- [Exercise brief]:
Report back the lines in this listing that carry the string "Answer".

- [Extracted information]:

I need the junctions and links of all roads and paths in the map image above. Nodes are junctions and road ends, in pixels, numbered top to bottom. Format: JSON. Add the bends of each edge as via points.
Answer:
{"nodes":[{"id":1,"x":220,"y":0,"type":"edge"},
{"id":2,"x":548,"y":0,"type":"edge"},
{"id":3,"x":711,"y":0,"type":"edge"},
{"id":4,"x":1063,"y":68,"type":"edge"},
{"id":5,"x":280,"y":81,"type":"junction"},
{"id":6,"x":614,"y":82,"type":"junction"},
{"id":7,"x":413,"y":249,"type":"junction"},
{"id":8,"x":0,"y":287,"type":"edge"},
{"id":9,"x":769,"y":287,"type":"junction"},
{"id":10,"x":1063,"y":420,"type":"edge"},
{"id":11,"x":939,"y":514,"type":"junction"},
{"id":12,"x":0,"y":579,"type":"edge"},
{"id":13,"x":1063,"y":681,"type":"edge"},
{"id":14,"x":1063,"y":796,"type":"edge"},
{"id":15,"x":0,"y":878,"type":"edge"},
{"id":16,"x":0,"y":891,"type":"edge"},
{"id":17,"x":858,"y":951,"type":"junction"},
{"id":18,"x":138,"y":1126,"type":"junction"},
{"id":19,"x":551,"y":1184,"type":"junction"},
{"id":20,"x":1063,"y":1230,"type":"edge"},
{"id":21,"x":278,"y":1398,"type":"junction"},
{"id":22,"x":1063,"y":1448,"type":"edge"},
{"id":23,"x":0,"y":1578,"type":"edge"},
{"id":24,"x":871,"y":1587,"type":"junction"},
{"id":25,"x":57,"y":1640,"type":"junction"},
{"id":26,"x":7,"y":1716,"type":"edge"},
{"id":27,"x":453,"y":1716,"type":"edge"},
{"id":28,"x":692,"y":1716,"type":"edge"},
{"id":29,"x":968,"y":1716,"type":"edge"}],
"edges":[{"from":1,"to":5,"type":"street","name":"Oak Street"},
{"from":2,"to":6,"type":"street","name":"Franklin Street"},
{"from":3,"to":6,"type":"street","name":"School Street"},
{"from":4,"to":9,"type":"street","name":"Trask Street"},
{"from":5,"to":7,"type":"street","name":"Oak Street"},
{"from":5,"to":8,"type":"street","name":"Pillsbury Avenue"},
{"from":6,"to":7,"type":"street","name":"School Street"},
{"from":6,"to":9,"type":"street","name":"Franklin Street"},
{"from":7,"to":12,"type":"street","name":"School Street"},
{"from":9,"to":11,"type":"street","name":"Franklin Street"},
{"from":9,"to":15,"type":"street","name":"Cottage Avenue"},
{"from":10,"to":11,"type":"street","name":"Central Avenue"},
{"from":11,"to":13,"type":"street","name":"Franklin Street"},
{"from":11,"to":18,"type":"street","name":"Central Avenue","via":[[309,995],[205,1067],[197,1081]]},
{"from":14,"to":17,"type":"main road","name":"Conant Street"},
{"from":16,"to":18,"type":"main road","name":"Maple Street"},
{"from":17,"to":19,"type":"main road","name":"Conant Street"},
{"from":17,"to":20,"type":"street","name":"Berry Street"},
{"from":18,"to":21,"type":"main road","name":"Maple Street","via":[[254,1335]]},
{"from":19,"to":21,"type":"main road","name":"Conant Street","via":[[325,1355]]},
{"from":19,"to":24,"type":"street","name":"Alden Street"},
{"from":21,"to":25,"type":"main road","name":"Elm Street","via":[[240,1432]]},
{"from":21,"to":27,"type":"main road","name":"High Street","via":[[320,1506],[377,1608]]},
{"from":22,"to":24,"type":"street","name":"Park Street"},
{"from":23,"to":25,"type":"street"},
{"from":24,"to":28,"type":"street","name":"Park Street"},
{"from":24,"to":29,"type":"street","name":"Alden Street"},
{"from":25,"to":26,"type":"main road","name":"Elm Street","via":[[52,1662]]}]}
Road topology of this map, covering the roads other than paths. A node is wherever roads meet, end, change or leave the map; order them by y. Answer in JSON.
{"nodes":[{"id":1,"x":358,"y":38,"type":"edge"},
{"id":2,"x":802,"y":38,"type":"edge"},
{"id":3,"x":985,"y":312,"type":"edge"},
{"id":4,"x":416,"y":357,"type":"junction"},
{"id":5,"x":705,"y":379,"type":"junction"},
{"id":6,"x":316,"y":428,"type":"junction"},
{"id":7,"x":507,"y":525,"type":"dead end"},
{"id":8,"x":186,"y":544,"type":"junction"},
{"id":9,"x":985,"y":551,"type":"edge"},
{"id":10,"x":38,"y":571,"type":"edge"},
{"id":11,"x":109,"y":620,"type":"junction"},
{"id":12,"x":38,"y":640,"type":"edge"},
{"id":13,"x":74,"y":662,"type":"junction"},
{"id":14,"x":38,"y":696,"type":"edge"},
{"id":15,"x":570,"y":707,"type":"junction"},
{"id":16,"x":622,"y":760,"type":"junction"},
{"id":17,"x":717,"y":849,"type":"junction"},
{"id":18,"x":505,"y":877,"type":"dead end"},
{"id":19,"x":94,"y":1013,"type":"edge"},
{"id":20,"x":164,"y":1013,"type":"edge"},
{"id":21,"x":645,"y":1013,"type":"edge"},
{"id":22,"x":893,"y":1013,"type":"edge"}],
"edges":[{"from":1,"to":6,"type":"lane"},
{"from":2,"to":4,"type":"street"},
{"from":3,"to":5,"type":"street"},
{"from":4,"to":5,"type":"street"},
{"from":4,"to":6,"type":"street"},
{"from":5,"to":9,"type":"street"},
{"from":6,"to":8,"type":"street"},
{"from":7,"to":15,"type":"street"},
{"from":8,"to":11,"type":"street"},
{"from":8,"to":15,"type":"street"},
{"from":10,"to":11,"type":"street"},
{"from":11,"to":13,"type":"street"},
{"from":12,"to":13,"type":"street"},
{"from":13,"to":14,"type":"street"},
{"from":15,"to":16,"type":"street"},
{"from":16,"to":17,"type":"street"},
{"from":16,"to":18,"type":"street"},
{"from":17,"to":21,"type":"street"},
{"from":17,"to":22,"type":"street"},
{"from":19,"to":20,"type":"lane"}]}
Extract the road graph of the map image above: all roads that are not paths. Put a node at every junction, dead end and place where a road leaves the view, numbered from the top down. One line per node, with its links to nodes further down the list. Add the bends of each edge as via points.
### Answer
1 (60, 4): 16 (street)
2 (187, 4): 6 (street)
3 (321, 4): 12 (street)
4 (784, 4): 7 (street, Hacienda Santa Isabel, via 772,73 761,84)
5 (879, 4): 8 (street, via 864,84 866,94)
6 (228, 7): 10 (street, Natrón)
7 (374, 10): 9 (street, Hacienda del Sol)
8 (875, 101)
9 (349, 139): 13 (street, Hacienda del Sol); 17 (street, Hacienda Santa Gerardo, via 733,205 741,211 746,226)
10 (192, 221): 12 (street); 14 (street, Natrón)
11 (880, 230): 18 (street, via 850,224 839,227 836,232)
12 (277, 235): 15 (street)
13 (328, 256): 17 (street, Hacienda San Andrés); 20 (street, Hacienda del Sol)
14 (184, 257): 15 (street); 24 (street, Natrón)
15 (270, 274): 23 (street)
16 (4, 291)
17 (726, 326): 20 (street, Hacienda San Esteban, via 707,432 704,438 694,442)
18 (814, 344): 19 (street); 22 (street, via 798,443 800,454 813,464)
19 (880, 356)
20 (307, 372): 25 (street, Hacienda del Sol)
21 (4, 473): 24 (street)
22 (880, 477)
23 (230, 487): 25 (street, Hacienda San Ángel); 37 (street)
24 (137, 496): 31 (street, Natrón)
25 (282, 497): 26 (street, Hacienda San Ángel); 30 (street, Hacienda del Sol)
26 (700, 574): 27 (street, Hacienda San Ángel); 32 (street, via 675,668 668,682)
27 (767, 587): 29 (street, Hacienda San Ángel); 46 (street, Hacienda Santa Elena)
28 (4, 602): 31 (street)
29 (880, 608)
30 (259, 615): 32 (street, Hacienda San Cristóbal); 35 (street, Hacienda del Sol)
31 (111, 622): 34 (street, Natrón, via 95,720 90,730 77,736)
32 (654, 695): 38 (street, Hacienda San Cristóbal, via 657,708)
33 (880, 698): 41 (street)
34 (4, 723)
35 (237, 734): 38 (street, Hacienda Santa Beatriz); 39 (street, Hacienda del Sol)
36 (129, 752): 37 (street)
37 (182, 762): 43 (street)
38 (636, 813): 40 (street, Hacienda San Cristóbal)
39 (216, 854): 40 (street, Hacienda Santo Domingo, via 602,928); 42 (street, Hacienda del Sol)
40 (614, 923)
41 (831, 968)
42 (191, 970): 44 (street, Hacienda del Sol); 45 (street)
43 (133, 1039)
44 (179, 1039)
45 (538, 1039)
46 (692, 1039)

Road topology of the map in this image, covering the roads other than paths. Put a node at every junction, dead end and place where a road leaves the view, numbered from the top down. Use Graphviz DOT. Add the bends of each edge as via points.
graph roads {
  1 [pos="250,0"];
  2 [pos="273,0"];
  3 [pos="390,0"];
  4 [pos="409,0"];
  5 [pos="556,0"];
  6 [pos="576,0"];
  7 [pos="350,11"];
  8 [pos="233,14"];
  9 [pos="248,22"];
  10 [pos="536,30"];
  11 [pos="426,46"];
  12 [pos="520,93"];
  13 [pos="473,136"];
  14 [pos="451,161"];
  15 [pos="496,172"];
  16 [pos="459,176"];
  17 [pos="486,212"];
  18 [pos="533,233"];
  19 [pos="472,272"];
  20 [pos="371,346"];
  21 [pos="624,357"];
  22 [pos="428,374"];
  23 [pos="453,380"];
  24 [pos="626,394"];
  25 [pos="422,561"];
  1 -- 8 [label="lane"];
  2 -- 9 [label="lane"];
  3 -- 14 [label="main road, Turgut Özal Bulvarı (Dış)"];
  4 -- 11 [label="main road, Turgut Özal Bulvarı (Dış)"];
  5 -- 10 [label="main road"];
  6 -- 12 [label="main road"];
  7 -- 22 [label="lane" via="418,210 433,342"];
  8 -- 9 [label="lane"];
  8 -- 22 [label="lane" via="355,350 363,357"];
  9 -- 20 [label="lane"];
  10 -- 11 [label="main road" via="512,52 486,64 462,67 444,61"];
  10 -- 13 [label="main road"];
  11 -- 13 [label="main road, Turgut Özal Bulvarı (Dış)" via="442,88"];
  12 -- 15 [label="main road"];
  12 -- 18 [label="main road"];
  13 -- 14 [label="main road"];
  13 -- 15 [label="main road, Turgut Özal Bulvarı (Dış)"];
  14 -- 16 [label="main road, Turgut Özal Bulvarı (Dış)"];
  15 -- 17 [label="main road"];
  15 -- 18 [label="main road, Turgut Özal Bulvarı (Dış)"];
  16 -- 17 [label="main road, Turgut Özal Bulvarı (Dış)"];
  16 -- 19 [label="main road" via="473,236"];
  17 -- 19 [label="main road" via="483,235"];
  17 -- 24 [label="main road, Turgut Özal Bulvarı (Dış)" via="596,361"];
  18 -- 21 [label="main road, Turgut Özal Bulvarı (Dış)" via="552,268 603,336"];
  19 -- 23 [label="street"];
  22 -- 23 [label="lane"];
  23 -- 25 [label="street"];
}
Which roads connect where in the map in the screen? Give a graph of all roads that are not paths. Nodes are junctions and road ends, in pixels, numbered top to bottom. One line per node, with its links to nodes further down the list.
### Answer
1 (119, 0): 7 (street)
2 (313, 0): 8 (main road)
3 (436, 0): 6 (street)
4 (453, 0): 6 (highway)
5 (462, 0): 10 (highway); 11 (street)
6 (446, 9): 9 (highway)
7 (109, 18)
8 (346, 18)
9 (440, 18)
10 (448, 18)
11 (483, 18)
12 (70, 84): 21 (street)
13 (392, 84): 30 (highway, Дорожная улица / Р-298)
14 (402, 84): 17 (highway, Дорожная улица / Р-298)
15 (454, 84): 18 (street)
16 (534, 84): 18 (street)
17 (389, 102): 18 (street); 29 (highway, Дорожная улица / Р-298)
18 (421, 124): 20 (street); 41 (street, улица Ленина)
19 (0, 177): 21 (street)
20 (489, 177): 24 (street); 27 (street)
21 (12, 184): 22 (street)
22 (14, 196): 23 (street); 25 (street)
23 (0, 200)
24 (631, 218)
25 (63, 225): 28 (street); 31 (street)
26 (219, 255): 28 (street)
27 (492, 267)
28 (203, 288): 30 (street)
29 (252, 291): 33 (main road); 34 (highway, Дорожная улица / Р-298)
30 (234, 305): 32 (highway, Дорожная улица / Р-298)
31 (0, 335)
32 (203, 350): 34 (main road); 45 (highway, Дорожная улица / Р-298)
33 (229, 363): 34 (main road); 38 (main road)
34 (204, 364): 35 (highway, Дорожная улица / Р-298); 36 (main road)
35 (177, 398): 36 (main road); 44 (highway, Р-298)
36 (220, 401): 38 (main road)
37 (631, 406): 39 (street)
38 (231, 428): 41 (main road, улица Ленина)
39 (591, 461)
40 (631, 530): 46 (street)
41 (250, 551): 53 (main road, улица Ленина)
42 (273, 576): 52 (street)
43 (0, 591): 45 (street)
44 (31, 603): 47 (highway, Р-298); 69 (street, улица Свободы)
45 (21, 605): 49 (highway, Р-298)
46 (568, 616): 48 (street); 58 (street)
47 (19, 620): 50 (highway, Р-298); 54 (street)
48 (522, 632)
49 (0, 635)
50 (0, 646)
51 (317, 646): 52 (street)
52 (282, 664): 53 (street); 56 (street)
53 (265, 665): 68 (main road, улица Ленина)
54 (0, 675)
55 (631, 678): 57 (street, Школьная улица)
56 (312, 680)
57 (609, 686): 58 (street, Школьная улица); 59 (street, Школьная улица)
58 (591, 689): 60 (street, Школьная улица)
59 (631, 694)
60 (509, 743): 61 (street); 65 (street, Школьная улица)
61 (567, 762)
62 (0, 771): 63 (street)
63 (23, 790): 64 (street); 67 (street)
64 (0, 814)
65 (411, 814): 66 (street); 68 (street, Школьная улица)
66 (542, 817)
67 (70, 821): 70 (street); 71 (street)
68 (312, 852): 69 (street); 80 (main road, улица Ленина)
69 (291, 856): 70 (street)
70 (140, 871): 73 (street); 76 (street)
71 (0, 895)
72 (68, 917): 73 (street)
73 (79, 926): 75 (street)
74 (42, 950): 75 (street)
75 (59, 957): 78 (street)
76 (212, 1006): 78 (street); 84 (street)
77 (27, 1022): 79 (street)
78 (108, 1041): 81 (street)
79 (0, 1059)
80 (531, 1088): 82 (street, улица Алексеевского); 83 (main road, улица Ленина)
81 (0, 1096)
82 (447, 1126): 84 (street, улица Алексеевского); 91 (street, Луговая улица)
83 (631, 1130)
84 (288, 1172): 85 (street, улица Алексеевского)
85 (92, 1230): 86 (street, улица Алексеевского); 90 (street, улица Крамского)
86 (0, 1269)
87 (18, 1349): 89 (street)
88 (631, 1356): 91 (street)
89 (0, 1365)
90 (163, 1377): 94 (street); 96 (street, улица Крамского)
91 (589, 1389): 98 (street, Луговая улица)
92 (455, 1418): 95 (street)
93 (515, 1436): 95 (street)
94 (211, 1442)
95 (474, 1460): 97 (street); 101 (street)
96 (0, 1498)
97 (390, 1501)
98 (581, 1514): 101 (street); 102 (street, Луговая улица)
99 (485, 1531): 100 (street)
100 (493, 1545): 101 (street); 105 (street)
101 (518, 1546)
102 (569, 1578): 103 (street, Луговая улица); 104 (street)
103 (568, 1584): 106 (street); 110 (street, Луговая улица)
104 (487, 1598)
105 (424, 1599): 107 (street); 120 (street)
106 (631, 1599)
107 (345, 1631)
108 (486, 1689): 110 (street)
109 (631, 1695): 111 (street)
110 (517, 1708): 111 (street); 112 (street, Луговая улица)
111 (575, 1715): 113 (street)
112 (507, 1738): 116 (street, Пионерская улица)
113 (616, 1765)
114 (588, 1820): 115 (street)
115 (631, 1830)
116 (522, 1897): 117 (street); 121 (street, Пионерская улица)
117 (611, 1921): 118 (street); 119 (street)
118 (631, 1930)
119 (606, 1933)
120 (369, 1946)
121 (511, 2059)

- [Task output]:
Answer:
Road topology of this map, covering the roads other than paths. A node is wherever roads meet, end, change or leave the map; order them by y. Answer in JSON.
### Answer
### Answer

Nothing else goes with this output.